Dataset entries
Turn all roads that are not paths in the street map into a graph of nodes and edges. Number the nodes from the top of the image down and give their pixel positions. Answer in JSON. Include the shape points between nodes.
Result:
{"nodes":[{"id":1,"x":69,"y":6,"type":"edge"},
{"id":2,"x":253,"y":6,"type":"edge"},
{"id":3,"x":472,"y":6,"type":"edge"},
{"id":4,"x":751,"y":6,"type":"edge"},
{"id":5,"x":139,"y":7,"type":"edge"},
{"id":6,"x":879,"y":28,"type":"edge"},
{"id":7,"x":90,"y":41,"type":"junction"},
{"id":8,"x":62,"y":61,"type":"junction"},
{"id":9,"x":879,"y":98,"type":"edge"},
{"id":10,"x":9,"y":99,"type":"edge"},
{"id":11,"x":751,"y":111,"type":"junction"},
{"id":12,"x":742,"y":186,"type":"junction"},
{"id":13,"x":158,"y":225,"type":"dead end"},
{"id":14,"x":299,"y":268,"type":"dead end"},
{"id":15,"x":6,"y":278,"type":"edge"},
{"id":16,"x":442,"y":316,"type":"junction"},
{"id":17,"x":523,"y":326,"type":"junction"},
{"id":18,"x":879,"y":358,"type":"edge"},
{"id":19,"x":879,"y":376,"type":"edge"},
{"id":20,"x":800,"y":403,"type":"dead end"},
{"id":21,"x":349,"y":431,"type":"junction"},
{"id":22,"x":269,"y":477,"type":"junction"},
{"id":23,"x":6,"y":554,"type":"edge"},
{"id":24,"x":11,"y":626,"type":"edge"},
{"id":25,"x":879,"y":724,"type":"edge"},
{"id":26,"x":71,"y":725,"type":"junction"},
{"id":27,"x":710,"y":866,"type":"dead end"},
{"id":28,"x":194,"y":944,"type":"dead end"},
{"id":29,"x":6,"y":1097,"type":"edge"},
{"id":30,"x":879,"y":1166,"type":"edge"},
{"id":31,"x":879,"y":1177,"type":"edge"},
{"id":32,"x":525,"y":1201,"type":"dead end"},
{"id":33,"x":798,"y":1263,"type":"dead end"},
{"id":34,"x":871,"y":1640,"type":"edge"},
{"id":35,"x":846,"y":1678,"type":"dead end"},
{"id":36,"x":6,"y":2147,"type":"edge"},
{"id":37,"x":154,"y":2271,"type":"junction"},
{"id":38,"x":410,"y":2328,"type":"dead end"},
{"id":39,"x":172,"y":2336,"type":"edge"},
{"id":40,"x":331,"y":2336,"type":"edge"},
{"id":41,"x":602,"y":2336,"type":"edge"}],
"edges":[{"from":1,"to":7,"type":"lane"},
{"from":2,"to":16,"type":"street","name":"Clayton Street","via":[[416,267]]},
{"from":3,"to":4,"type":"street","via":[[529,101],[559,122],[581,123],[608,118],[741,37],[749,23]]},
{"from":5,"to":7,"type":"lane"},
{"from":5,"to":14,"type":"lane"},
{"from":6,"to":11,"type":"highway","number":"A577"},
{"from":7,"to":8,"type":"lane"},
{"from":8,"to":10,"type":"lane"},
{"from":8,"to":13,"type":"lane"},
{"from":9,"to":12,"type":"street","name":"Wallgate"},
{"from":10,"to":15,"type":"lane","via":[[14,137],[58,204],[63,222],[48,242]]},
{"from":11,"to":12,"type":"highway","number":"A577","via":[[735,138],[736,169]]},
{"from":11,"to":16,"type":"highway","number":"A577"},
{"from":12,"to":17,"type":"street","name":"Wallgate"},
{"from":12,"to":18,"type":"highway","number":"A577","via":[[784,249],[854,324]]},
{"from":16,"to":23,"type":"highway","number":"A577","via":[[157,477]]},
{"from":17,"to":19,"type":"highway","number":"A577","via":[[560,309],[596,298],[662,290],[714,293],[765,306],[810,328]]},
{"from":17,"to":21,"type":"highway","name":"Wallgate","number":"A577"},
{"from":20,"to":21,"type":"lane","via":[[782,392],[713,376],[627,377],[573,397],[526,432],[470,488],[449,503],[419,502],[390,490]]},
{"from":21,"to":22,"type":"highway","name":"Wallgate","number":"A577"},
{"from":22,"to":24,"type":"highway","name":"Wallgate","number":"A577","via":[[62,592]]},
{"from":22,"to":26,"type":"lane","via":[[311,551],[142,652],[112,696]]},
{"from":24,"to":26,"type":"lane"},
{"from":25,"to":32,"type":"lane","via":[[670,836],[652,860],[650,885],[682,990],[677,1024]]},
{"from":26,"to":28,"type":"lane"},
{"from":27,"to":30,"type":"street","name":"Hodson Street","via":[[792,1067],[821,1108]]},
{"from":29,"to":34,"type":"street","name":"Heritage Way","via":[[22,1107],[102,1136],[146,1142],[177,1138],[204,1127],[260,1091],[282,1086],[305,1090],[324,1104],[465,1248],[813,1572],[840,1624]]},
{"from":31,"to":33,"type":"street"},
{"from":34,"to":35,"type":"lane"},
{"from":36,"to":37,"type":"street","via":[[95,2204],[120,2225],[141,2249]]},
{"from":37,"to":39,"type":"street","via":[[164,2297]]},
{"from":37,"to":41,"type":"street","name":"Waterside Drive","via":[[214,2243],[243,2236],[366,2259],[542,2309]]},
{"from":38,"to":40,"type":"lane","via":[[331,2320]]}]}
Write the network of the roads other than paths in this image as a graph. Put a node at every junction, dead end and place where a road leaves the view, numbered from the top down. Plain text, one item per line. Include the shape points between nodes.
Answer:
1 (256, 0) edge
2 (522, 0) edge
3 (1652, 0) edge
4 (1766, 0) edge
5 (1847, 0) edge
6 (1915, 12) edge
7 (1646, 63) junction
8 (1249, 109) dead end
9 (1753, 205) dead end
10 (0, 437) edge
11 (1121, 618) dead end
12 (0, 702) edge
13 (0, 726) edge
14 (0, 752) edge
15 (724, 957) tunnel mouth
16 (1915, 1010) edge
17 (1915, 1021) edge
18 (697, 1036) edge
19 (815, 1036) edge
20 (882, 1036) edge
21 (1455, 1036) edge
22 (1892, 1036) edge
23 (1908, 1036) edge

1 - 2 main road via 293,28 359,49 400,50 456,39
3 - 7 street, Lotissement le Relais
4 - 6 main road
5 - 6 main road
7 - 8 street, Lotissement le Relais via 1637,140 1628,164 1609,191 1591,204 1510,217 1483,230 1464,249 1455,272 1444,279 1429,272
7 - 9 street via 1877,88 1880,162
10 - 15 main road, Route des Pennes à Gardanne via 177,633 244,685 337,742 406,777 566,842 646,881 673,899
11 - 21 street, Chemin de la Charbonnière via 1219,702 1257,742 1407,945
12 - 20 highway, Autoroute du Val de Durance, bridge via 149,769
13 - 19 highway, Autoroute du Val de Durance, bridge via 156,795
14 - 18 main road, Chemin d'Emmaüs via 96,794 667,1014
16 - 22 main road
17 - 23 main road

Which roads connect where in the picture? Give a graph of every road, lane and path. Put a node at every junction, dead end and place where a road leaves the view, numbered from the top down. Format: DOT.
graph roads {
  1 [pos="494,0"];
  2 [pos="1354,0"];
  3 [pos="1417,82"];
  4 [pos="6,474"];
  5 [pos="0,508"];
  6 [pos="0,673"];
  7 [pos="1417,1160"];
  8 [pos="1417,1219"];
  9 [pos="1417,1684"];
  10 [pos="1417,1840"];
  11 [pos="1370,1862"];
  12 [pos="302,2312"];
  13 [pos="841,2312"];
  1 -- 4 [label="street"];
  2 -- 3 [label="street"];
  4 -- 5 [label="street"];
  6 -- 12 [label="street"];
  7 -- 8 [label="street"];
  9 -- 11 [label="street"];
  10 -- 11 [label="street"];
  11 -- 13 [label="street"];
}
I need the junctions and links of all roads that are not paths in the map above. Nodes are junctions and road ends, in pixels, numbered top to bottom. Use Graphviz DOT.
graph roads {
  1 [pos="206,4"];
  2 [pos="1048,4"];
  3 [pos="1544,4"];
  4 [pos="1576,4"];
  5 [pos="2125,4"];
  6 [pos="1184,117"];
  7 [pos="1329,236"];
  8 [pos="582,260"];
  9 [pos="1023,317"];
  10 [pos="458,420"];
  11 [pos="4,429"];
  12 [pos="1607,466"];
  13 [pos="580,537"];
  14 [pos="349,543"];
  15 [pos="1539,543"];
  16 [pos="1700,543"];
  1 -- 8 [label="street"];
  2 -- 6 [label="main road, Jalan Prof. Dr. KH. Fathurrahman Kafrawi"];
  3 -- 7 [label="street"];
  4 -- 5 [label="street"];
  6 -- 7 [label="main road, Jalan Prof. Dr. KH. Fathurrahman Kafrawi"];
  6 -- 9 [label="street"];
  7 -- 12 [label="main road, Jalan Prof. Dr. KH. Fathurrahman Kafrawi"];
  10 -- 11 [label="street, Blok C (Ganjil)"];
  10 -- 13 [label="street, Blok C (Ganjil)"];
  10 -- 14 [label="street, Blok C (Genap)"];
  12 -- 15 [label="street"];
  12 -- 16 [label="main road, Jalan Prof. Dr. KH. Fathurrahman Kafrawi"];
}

## Your objective
Show all lines above that contain "Lotissement".

## Task result
3 - 7 street, Lotissement le Relais
7 - 8 street, Lotissement le Relais via 1637,140 1628,164 1609,191 1591,204 1510,217 1483,230 1464,249 1455,272 1444,279 1429,272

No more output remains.